Jottings By An Employer's Lawyer

Thursday, January 11, 2007

Who Controls Your Email System -- You or Your Employees?

Normally the answer is clear — the employer. But the National Labor Relations Board's grant of a request for oral argument on the appeal of the ALJ's decision in The Guard Publishing Company, d/b/a The Register-Guard, Cases 36-CA-8743-1, makes it clear there is at least another side to be considered when the communications involve concerted activity under the NLRA.

The issue, much oversimplified is — can employers prohibit their employees from using the company's email system to discuss union issues.

But the issues are more complex, so much so the the Board has asked the parties (and amicus) to provide input in seven different areas. My thoughts in red:

1. Do employees have a right to use their employer’s e-mail system (or other computer-based communication systems) to communicate with other employees about union or other concerted, protected matters? If so, what restrictions, if any, may an employer place on those communications? If not, does an employer nevertheless violate the Act if it permits non–job-related e-mails but not those related to union or other concerted, protected matters. [Could any employer actually stop all non-work related email activity even if it wanted to?]

2. Should the Board apply traditional rules regarding solicitation and/or distribution to employees’ use of their employer’s e-mail system? If so, how should those rules be applied? If not, what standard should be applied? [Good luck to the Board in applying a 1947 statute to a 21st century workplace. If you can do it, what about trying your hand on the 1938 FLSA.]

3. If employees have a right to use their employer’s e-mail system, may an employer nevertheless prohibit e-mail access to its employees by nonemployees? If employees have a right to use their employer’s e-mail system, to what extent may an employer monitor that use to prevent unauthorized use?

4. In answering the foregoing questions, of what relevance is the location of the employee’s workplace? For example, should the Board take account of whether the employee works at home or at some location other than a facility maintained by the employer? [Just one more question to put on your checklist of items to think about when considering telecomuting employees.]

5. Is employees’ use of their employer’s e-mail system a mandatory subject of bargaining? Assuming that employees have a Section 7 right to use their employer’s e-mail system, to what extent is that right waivable by their bargaining representative?

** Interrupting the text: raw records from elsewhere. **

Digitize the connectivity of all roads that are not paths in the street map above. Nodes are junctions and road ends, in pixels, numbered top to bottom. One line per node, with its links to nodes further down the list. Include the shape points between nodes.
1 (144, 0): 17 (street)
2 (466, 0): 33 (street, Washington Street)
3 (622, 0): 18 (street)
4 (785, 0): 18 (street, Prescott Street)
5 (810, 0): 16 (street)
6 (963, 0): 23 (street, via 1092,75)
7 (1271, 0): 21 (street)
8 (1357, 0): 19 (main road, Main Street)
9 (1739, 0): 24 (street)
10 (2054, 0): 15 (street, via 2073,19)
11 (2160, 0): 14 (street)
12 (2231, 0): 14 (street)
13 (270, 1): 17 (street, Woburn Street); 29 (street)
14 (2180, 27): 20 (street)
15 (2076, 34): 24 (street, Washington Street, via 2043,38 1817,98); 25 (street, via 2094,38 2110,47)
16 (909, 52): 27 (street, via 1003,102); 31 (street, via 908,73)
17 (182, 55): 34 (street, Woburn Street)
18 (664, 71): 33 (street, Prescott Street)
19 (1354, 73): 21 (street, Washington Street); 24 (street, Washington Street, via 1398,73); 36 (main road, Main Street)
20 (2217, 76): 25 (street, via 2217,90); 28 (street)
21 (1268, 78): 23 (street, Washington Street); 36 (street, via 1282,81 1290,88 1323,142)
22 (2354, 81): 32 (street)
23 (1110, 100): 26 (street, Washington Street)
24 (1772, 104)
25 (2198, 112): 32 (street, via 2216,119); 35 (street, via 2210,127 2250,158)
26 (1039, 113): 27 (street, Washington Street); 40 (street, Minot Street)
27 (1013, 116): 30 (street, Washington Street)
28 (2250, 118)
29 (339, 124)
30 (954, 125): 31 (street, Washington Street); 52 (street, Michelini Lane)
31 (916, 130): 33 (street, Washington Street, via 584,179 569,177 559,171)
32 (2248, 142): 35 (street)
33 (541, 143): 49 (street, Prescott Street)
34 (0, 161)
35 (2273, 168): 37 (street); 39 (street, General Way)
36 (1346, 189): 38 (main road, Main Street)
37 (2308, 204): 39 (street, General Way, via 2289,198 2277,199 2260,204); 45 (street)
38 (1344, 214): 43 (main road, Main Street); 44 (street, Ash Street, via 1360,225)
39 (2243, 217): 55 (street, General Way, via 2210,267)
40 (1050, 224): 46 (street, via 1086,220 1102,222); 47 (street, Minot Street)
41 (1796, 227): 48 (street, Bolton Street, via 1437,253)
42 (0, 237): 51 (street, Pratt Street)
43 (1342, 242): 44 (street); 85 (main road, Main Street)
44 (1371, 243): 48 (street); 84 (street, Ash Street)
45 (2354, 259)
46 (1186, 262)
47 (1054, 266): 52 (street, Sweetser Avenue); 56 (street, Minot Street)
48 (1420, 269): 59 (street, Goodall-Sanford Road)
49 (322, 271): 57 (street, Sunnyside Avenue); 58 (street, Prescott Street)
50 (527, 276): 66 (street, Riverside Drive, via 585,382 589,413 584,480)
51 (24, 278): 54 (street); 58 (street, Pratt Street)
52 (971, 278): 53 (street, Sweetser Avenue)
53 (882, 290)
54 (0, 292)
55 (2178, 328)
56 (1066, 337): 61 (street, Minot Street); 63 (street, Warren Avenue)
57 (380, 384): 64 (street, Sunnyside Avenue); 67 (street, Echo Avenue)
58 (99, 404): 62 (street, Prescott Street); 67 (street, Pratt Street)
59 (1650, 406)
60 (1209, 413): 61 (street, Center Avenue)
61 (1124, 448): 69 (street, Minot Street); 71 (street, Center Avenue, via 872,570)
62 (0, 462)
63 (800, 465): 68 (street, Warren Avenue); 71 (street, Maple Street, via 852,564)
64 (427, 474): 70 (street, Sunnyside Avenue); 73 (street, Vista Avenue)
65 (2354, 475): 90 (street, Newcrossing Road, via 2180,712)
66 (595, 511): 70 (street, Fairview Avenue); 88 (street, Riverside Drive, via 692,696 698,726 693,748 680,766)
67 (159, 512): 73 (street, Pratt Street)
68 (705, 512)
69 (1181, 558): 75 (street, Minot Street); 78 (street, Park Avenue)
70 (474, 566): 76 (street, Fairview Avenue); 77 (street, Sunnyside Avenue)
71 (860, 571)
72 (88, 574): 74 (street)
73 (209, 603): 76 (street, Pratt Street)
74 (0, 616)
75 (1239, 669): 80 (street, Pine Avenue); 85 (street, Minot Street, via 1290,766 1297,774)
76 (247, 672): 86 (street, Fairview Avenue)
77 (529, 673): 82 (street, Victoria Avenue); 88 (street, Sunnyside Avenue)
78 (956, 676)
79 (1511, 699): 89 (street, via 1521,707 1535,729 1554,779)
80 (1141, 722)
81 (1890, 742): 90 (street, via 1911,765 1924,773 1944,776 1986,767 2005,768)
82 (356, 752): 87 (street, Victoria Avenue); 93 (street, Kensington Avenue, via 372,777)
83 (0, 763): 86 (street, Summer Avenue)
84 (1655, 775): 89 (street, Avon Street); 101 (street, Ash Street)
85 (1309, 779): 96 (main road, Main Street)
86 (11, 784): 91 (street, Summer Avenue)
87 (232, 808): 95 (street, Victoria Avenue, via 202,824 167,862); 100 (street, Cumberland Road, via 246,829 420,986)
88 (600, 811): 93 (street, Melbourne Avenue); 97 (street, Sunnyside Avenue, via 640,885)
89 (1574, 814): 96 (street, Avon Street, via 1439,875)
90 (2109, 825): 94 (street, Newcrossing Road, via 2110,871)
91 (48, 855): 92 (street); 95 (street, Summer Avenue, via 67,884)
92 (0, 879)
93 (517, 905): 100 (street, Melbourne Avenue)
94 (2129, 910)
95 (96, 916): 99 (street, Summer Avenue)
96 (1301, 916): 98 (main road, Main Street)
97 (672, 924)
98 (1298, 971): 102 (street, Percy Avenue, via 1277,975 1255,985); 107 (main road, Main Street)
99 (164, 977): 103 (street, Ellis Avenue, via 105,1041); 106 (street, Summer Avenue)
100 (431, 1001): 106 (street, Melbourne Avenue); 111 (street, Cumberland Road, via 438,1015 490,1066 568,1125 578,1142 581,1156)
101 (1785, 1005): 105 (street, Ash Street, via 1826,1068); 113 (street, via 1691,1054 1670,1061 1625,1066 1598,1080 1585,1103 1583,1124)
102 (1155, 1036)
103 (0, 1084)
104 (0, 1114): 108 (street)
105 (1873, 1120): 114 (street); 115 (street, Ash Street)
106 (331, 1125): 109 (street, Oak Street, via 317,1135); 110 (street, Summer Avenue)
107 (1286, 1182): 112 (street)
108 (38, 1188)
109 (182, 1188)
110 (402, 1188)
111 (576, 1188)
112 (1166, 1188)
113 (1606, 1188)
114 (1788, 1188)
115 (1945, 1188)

6. How common are employer policies regulating the use of employer e-mail systems? [A very high percentage I would hope.] What are the most common provisions of such policies? Have any such policies been agreed to in collective bargaining? If so, what are their most significant provisions and what, if any, problems have arisen under them?

7. Are there any technological issues concerning e-mail or other computer based communication systems that the Board should consider in answering the foregoing questions? [Kudos to the Board for a very good question.]

Argument will be heard on March 27. If history repeats itself, it will be sometime thereafter before a decision is issued, followed by an appeal to a circuit court and at least a petition for certiorari, before we have a definitive answer.

Although given the powers of the Board to reconsider its positions, we know nothing is ever really final until the Supreme Court says so. See Weingarten Rights Do, Do Not, Do, DO NOT Apply to Non-Union Employees for one such example.